• _To do_:
Check every line of the entries for "const", and copy the lines that hold it.

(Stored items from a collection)
****************

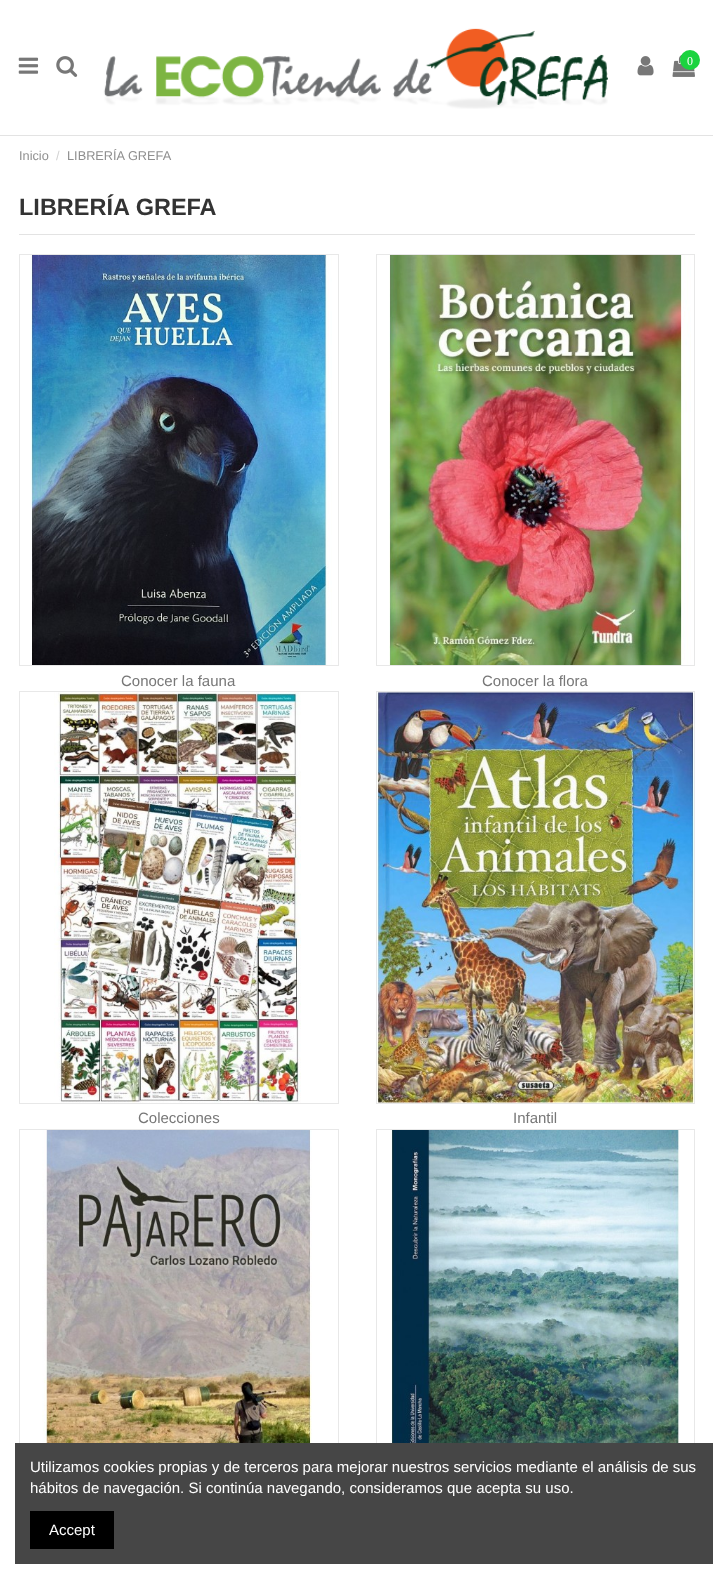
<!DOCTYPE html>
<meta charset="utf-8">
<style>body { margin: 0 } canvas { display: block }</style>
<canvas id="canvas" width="713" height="1578"></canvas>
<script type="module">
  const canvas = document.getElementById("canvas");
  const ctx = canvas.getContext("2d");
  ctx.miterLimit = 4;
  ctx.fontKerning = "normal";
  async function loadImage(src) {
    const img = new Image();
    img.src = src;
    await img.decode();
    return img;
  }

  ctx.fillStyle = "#ffffff";
  ctx.fillRect(0, 0, 713, 1578);
  ctx.fillStyle = "#e3e3e3";
  ctx.fillRect(0, 135, 713, 1);
  ctx.drawImage(await loadImage("img1.png"), 18, 57, 21, 17);
  ctx.drawImage(await loadImage("img2.png"), 56, 56, 22, 21);
  ctx.drawImage(await loadImage("img3.png"), 103, 28, 505, 81);
  ctx.drawImage(await loadImage("img4.png"), 637, 56, 17, 20);
  ctx.drawImage(await loadImage("img5.png"), 672, 54, 23, 23);
  ctx.fillStyle = "#1bd33f";
  ctx.beginPath();
  ctx.arc(690, 60, 10, 0, Math.PI * 2);
  ctx.fill();
  ctx.font = "12px Liberation Serif";
  ctx.fillStyle = "#ffffff";
  ctx.fillText("0", 687, 65);
  ctx.font = "12.75px Liberation Sans";
  ctx.fillStyle = "#8f8f8f";
  ctx.fillText("Inicio", 19, 160);
  ctx.fillStyle = "#d2d2d2";
  ctx.fillText("/", 56, 160);
  ctx.fillStyle = "#8f8f8f";
  ctx.fillText("LIBRERÍA GREFA", 67, 160);
  ctx.fillStyle = "#e3e3e3";
  ctx.fillRect(19, 234, 676, 1);
  ctx.font = "bold 23.5px Liberation Sans";
  ctx.fillStyle = "#333333";
  ctx.fillText("LIBRERÍA GREFA", 19, 215);
  ctx.strokeStyle = "#e8e8e8";
  ctx.strokeRect(19.5, 254.5, 319, 411);
  ctx.drawImage(await loadImage("img6.png"), 30, 255, 302, 410);
  ctx.font = "15px Liberation Sans";
  ctx.fillStyle = "#777777";
  ctx.fillText("Conocer la fauna", 121, 686);
  ctx.strokeRect(376.5, 254.5, 318, 411);
  ctx.drawImage(await loadImage("img7.png"), 389, 255, 302, 410);
  ctx.fillText("Conocer la flora", 482, 686);
  ctx.strokeRect(19.5, 691.5, 319, 412);
  ctx.drawImage(await loadImage("img8.png"), 54, 692, 247, 411);
  ctx.fillText("Colecciones", 138, 1123);
  ctx.strokeRect(376.5, 691.5, 318, 412);
  ctx.drawImage(await loadImage("img9.png"), 377, 692, 317, 411);
  ctx.fillText("Infantil", 513, 1123);
  ctx.strokeRect(19.5, 1129.5, 319, 411);
  ctx.drawImage(await loadImage("img10.png"), 42, 1130, 270, 313);
  ctx.strokeRect(376.5, 1129.5, 318, 411);
  ctx.drawImage(await loadImage("img11.png"), 391, 1130, 289, 313);
  ctx.fillStyle = "#464646";
  ctx.fillRect(15, 1443, 698, 121);
  ctx.fillStyle = "#ffffff";
  ctx.fillText("Utilizamos cookies propias y de terceros para mejorar nuestros servicios mediante el análisis de sus", 30, 1472);
  ctx.fillText("hábitos de navegación. Si continúa navegando, consideramos que acepta su uso.", 30, 1493);
  ctx.fillStyle = "#000000";
  ctx.fillRect(30, 1511, 84, 38);
  ctx.fillStyle = "#ffffff";
  ctx.fillText("Accept", 49, 1535);
</script>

****************

• _Output of the exercise_:
  const canvas = document.getElementById("canvas");
  const ctx = canvas.getContext("2d");
    const img = new Image();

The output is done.